BALANCE DE IMPUNIDAD 
Por Roger Rodriguez 
La impunidad es el no castigo y la cultura de impunidad es su consecuencia. Una y mil veces comenzaré con esta frase al referirme al tema de los derechos humanos en Uruguay. Porque en realidad no hablamos de derechos, sino de la falta de ellos.

Es claro que desde antes de la dictadura militar se violaron los derechos humanos en Uruguay. La propia Ley de reparación 18.596 admite que entre el 13 de junio de 1968 (medidas prontas de seguridad) y el 28 de febrero de 1985, existió terrorismo de Estado. 

Terrorismo de Estado que durante el pachequismo, el bordaberrismo y la dictadura, dejó un saldo de miles de torturados, 270 muertos -según admitió días atrás el profesor Alvaro Rico- y 174 desaparecidos, de acuerdo a las cuentas oficiales.

Sobre esa realidad es que en Uruguay se montó un pacto de silencio desde fines de la dictadura. Y a los efectos, no importa si fueron Medina y Sanguinetti cuando se autorizó la Operación Zanahorias, el pacto del Club Naval o una imposición imperial.

El efecto ha sido que el no castigo de los terribles crímenes de lesa humanidad cometidos ha generado una cultura de impunidad que genera nuevas impunidades. Ya no la tortura, la muerte o la desaparición; sino el delito económico, la injusticia y la inhumana desidia.

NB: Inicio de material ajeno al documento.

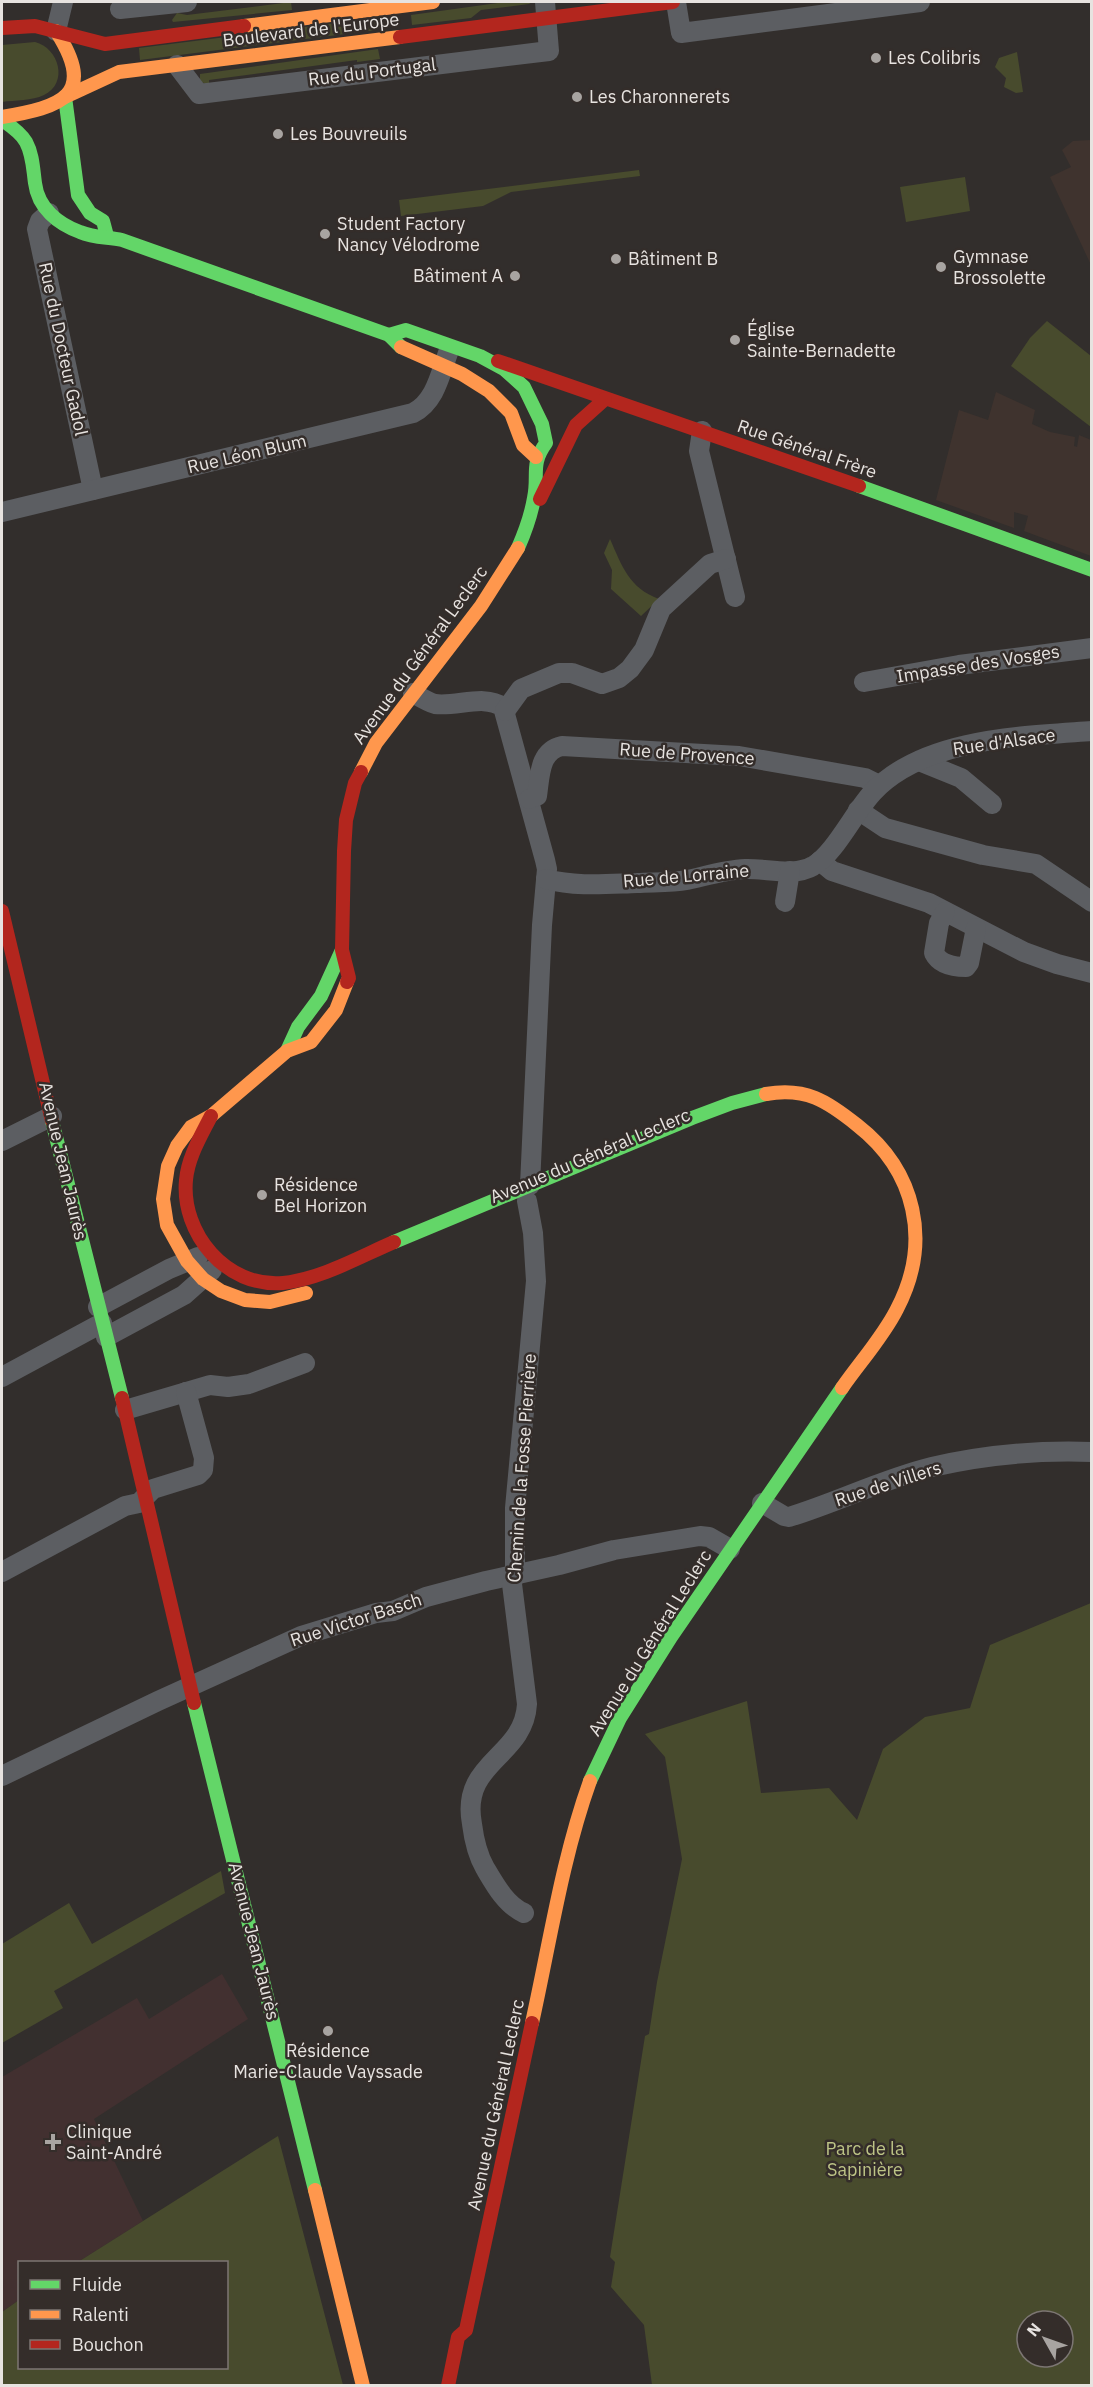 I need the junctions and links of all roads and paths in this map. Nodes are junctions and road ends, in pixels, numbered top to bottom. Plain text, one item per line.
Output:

La impunidad derivó a los crímenes de cuello blanco y a la corrupción constatada en este país desde la propia dictadura: el Plan Conserva, el banco Inglés, Astra, o el vaciamiento del Bafisud, del Panamericano, Del Litoral, Del Plata, Pan de Azúcar, UBUR, De Crédito, Caja Obrera, Comercial, Montevideo, Citibank, al lavado en Cambio Italia.

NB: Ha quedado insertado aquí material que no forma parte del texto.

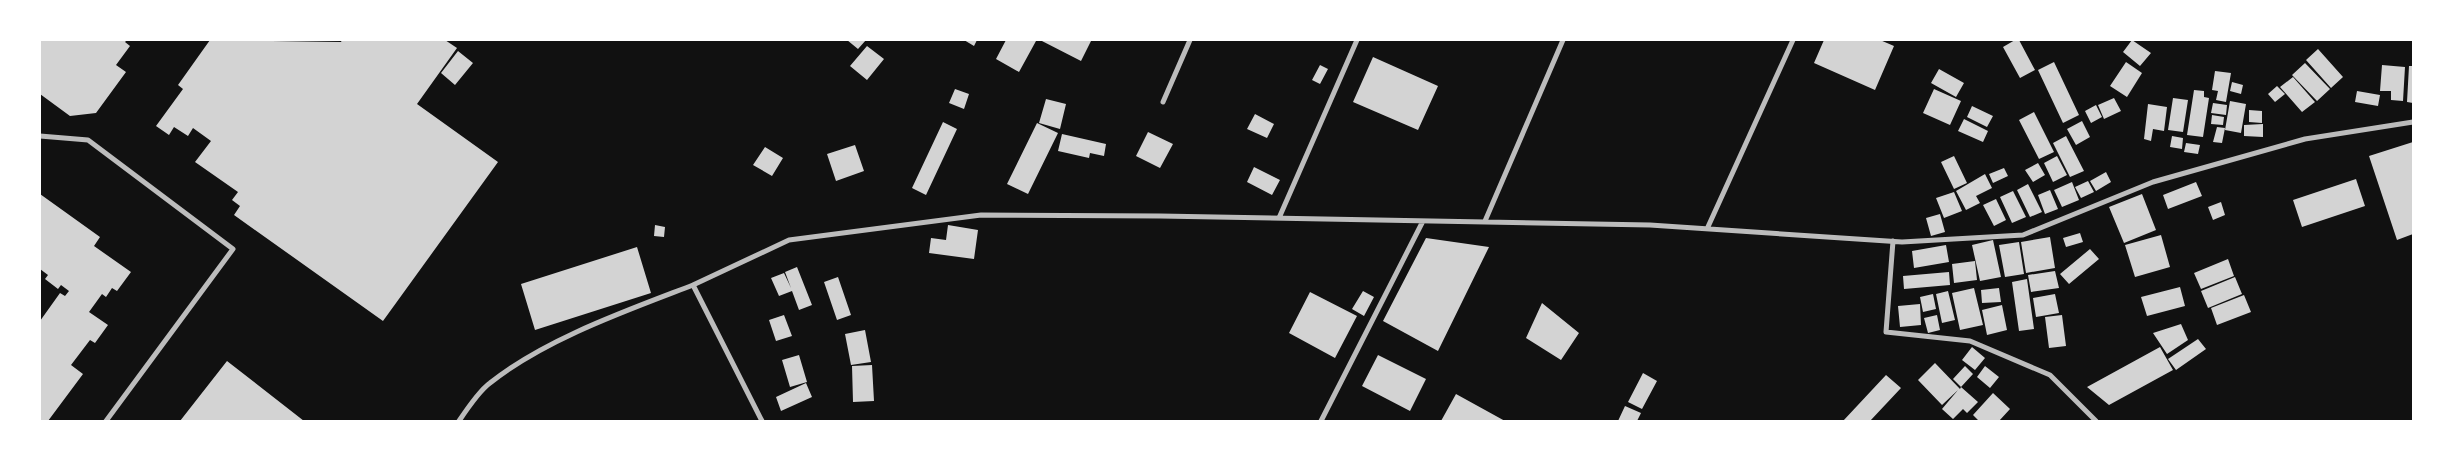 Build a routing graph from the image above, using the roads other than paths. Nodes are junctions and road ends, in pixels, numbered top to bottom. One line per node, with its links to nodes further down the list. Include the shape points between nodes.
1 (1190, 40): 5 (street)
2 (1357, 40): 8 (street)
3 (1563, 40): 10 (street)
4 (1793, 40): 11 (street)
5 (1164, 102)
6 (2413, 122): 12 (street, via 2305,138 2153,182 2023,235)
7 (40, 136): 14 (street, via 88,140 233,249)
8 (1278, 218): 9 (street); 13 (street, via 981,215 790,240)
9 (1423, 221): 10 (street); 17 (street)
10 (1485, 221): 11 (street)
11 (1707, 229): 12 (street)
12 (1893, 241): 18 (street, via 1886,332 1970,341 2041,371 2050,375)
13 (693, 285): 15 (street, via 612,317 527,358 489,384); 16 (street)
14 (106, 421)
15 (459, 421)
16 (762, 421)
17 (1321, 421)
18 (2096, 421)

La impunidad genera pérdida de memoria y los nombres de la corrupción y la delincuencia se mezclan para que nunca recordemos cuál era el caso y las derivaciones que representan los sospechosos de siempre, culpables de ayer, hoy y mañana.

Recordemos a empresarios y operadores como Angelo Bulgaris Angelópulos, Igor Svetogorsky, Stephan Benhamu, Walter Estellano, Carlos y José Rohm, Ignacio Rospide, los hermanos Juan, Dante y José Peirano, Pablo Boselli, los hermanos Espert, Axel Van Hooven, Daniel y Gustavo Trocki, Eduardo Lasalvia, Eduard Yern, los Rupenian, o el fiscal Carlos García Altolaguirre y el abogado Carlos Curbelo Tammaro.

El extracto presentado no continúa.